23.06.2010 · Vor 50 Jahren kam die erste Antibabypille auf den Markt. Damit erfüllte sich sukzessive Freuds Traum, Geschlechtstrieb und Fortpflanzung voneinander zu trennen. Seither sind Frauen Männern fast gleichgestellt.
Von Peter-Philipp SchmittAm Anfang waren zwei Frauen: Katharine McCormick hatte sich einen Namen als Suffragette gemacht, die bereits 1909 für die Rechte ihrer unterdrückten Leidensgenossinnen auf die Straße gegangen war. Später wurde sie zu einer Philanthropin. Sie hatte jung reich geheiratet und wollte ihr Geld im Alter zum Wohle des weiblichen Teils der Bevölkerung einsetzen. Margaret Sanger wiederum, von Beruf Krankenschwester, hatte Anfang des vorigen Jahrhunderts begonnen, sich für Geburtenkontrolle zu interessieren. Ein Antrieb war vermutlich ihre Mutter: Die gläubige Katholikin war 18 Mal schwanger gewesen, nur elf ihrer Kinder überlebten. Sie starb 1896, gerade 48 Jahre alt, an Tuberkulose und Gebärmutterhalskrebs.

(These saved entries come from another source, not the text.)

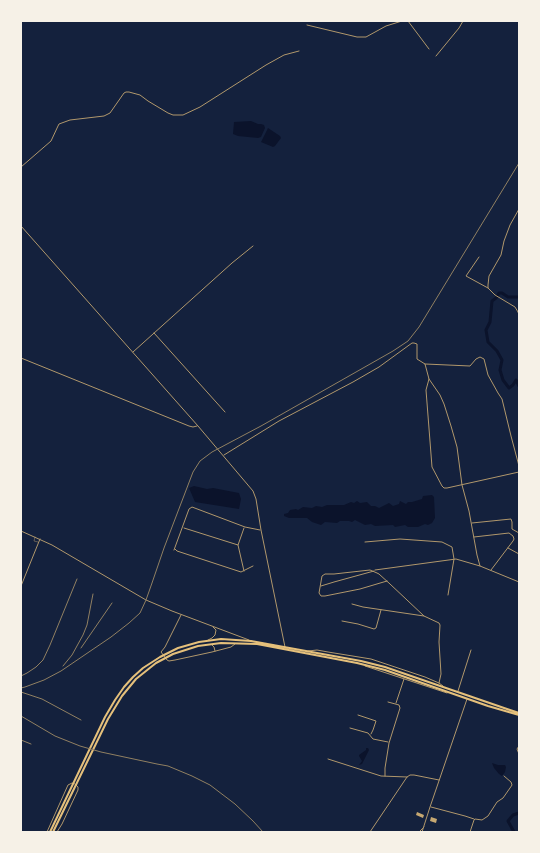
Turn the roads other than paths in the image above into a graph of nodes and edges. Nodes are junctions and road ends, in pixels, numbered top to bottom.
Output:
1 (402, 21) edge
2 (408, 21) edge
3 (463, 21) edge
4 (307, 25) dead end
5 (429, 49) dead end
6 (299, 51) dead end
7 (436, 56) dead end
8 (21, 167) edge
9 (519, 209) edge
10 (21, 226) edge
11 (253, 246) dead end
12 (479, 257) dead end
13 (488, 288) junction
14 (519, 315) edge
15 (154, 333) junction
16 (133, 353) junction
17 (21, 358) edge
18 (425, 364) junction
19 (429, 379) junction
20 (225, 412) dead end
21 (198, 426) junction
22 (223, 456) junction
23 (519, 466) edge
24 (519, 472) edge
25 (462, 485) junction
26 (471, 523) junction
27 (245, 527) junction
28 (182, 528) junction
29 (261, 530) junction
30 (21, 531) edge
31 (519, 533) edge
32 (35, 537) junction
33 (473, 537) junction
34 (40, 539) junction
35 (365, 542) dead end
36 (38, 543) junction
37 (238, 544) junction
38 (508, 548) junction
39 (519, 554) edge
40 (454, 559) junction
41 (254, 566) dead end
42 (480, 566) junction
43 (491, 570) junction
44 (244, 571) junction
45 (373, 571) junction
46 (387, 582) junction
47 (519, 582) edge
48 (21, 586) edge
49 (320, 587) junction
50 (448, 595) dead end
51 (352, 604) dead end
52 (381, 610) junction
53 (181, 615) junction
54 (424, 616) junction
55 (342, 621) dead end
56 (211, 625) junction
57 (206, 641) junction
58 (251, 641) junction
59 (240, 643) junction
60 (205, 644) junction
61 (285, 647) junction
62 (179, 650) junction
63 (471, 650) dead end
64 (215, 651) junction
65 (307, 651) junction
66 (357, 663) junction
67 (404, 679) junction
68 (439, 683) junction
69 (445, 688) junction
70 (458, 692) junction
71 (451, 693) junction
72 (467, 699) junction
73 (388, 702) dead end
74 (396, 704) junction
75 (519, 714) edge
76 (358, 715) dead end
77 (350, 728) dead end
78 (371, 735) junction
79 (389, 743) junction
80 (519, 746) edge
81 (519, 754) edge
82 (328, 759) dead end
83 (386, 776) junction
84 (504, 776) dead end
85 (407, 777) junction
86 (439, 780) junction
87 (430, 807) junction
88 (62, 810) junction
89 (474, 819) junction
90 (424, 827) junction
91 (48, 832) edge
92 (53, 832) edge
93 (58, 832) edge
94 (370, 832) edge
95 (419, 832) edge
96 (422, 832) edge
97 (470, 832) edge

1 - 4 street
2 - 5 street
3 - 7 street
6 - 8 street
9 - 13 street
10 - 16 street
11 - 15 street
12 - 13 street
13 - 14 street
15 - 16 street
15 - 20 street
16 - 21 street
17 - 21 street
18 - 19 street
18 - 22 street
18 - 23 street
19 - 25 street
19 - 25 street
21 - 22 street
22 - 29 street
24 - 25 street
25 - 26 street
26 - 31 street
26 - 33 street
27 - 28 street
27 - 29 street
27 - 37 street
28 - 37 street
28 - 44 street
29 - 61 street
30 - 32 street
32 - 34 street
32 - 36 lane
33 - 38 street
33 - 42 street
34 - 36 street
34 - 53 street
35 - 40 street
36 - 48 street
37 - 44 street
38 - 39 street
38 - 43 street
40 - 42 street
40 - 45 street
40 - 50 street
41 - 44 street
42 - 43 street
43 - 47 street
45 - 46 street
45 - 49 street
45 - 49 street
46 - 49 street
46 - 54 street
51 - 52 street
52 - 54 street
52 - 55 street
53 - 56 street
53 - 64 street
54 - 68 street
56 - 57 street
56 - 58 street
57 - 58 highway
57 - 62 highway
58 - 61 highway
59 - 60 highway
59 - 64 street
59 - 66 highway
60 - 62 highway
60 - 64 street
61 - 65 highway
62 - 88 highway
63 - 70 street
65 - 68 street
65 - 69 highway
66 - 67 street
66 - 71 highway
67 - 71 street
67 - 74 street
68 - 69 street
69 - 70 highway
70 - 75 highway
71 - 72 highway
72 - 75 highway
72 - 86 street
73 - 74 street
74 - 79 street
76 - 78 street
77 - 78 street
78 - 79 street
79 - 83 street
80 - 81 street
82 - 83 street
83 - 85 street
84 - 89 street
85 - 86 street
85 - 94 street
86 - 87 street
87 - 89 street
87 - 90 street
88 - 91 highway
88 - 92 highway
89 - 97 street
90 - 95 street
90 - 96 street
91 - 93 street

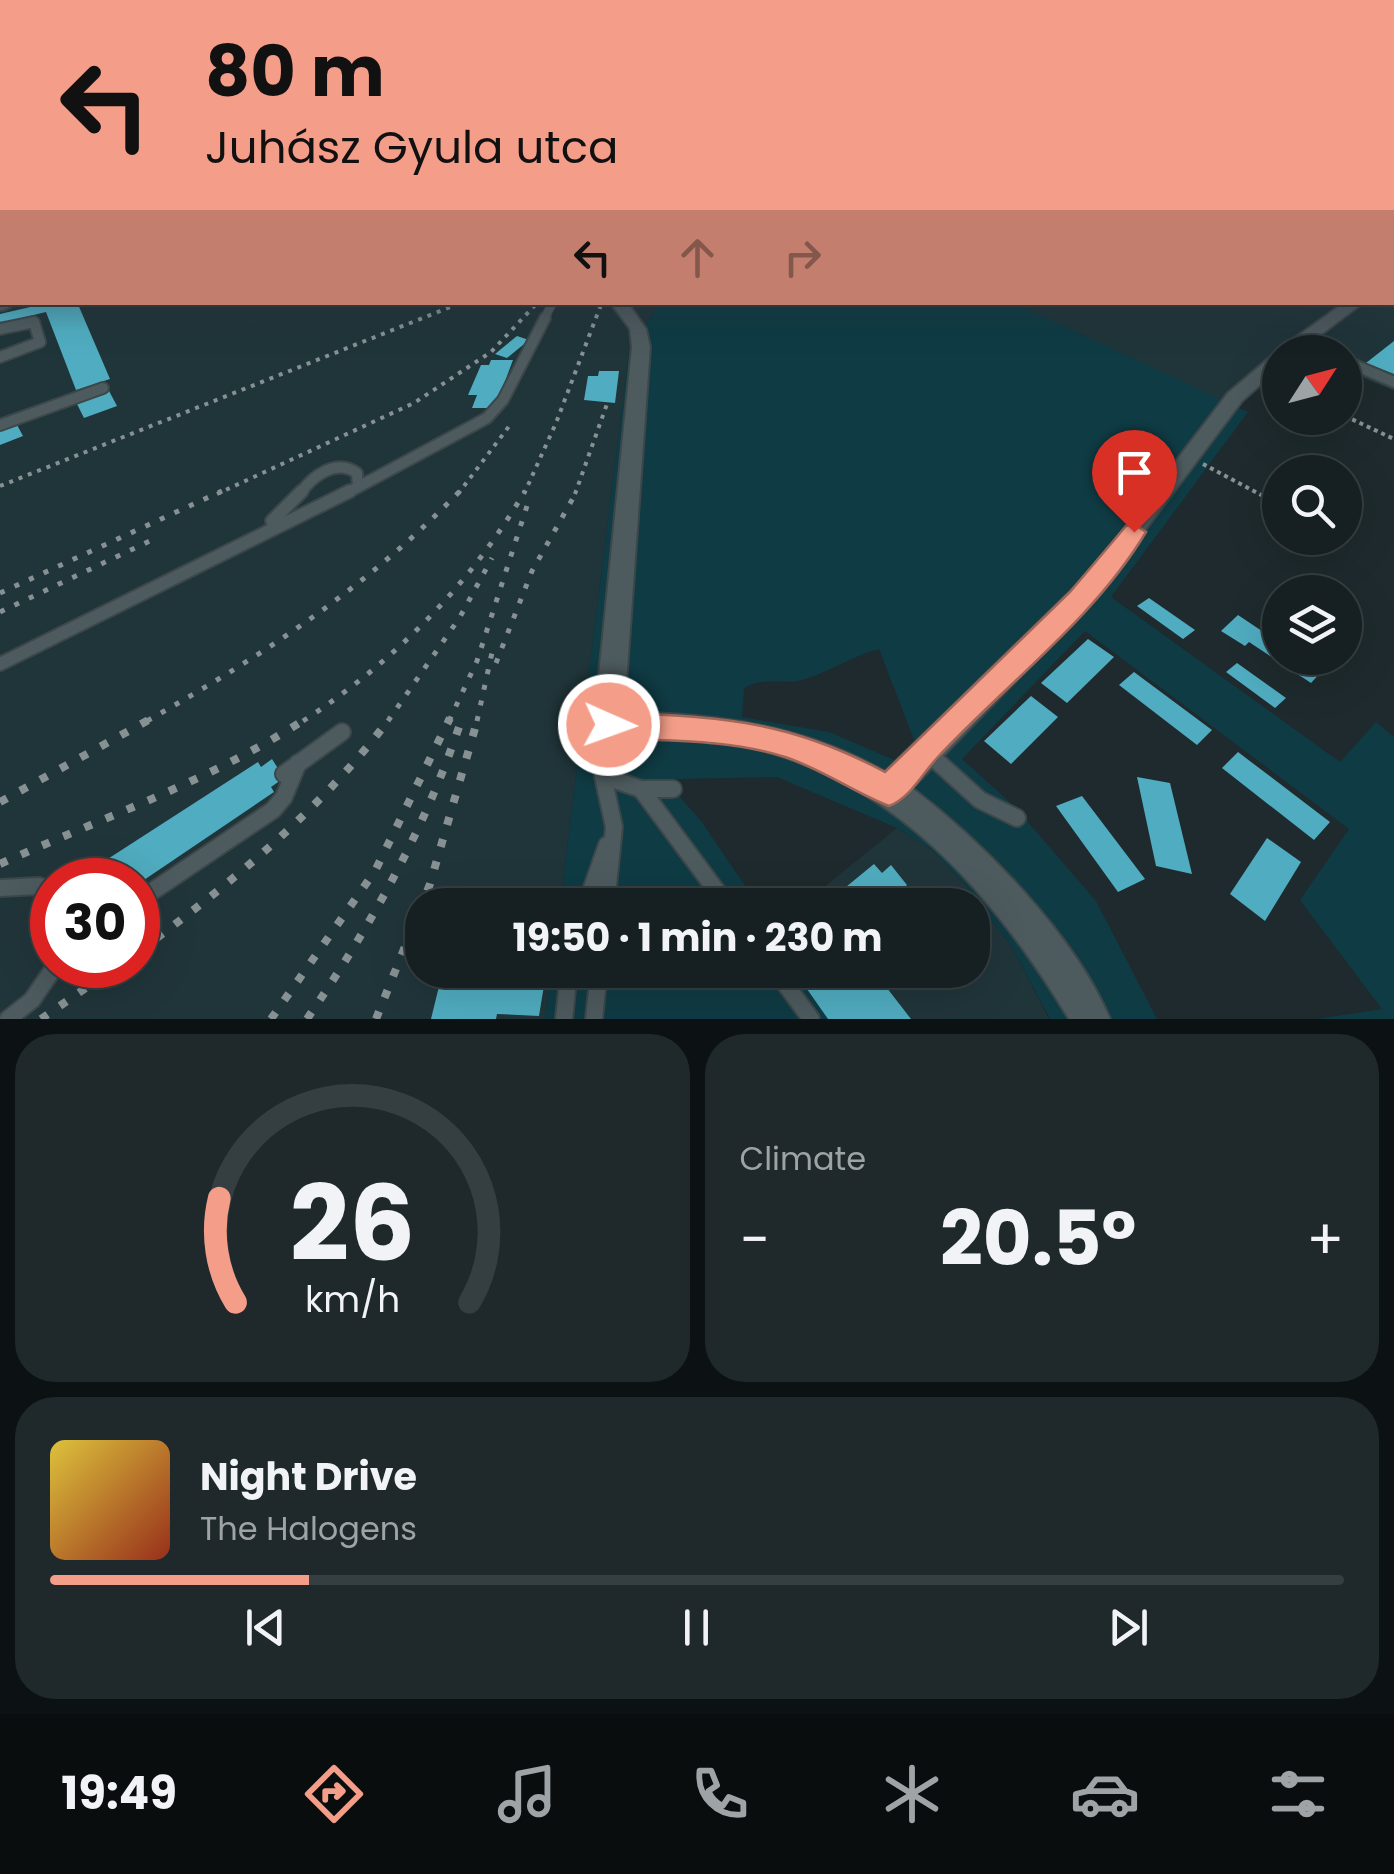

Die beiden schon eher betagten Frauenrechtlerinnen McCormick und Sanger trafen 1951 auf einer Party in New York auf den Wissenschaftler Gregory Pincus, der sich unter anderem mit künstlicher Befruchtung einen Namen gemacht hatte. Ihn fragte Margaret Sanger unverblümt, was es wohl kosten würde, eine sichere Empfängnisverhütung für Frauen zu entwickeln. Pincus soll gestutzt haben, bevor er antwortete: 125 000 Dollar würden wohl zunächst genügen. Neun Jahre später hatte Katharine McCormick rund zwei Millionen Dollar aus ihrem Vermögen für die Entwicklung der ersten Antibabypille ausgegeben. Am 23. Juni 1960 kam sie in Amerika unter dem Namen Enovid auf den Markt.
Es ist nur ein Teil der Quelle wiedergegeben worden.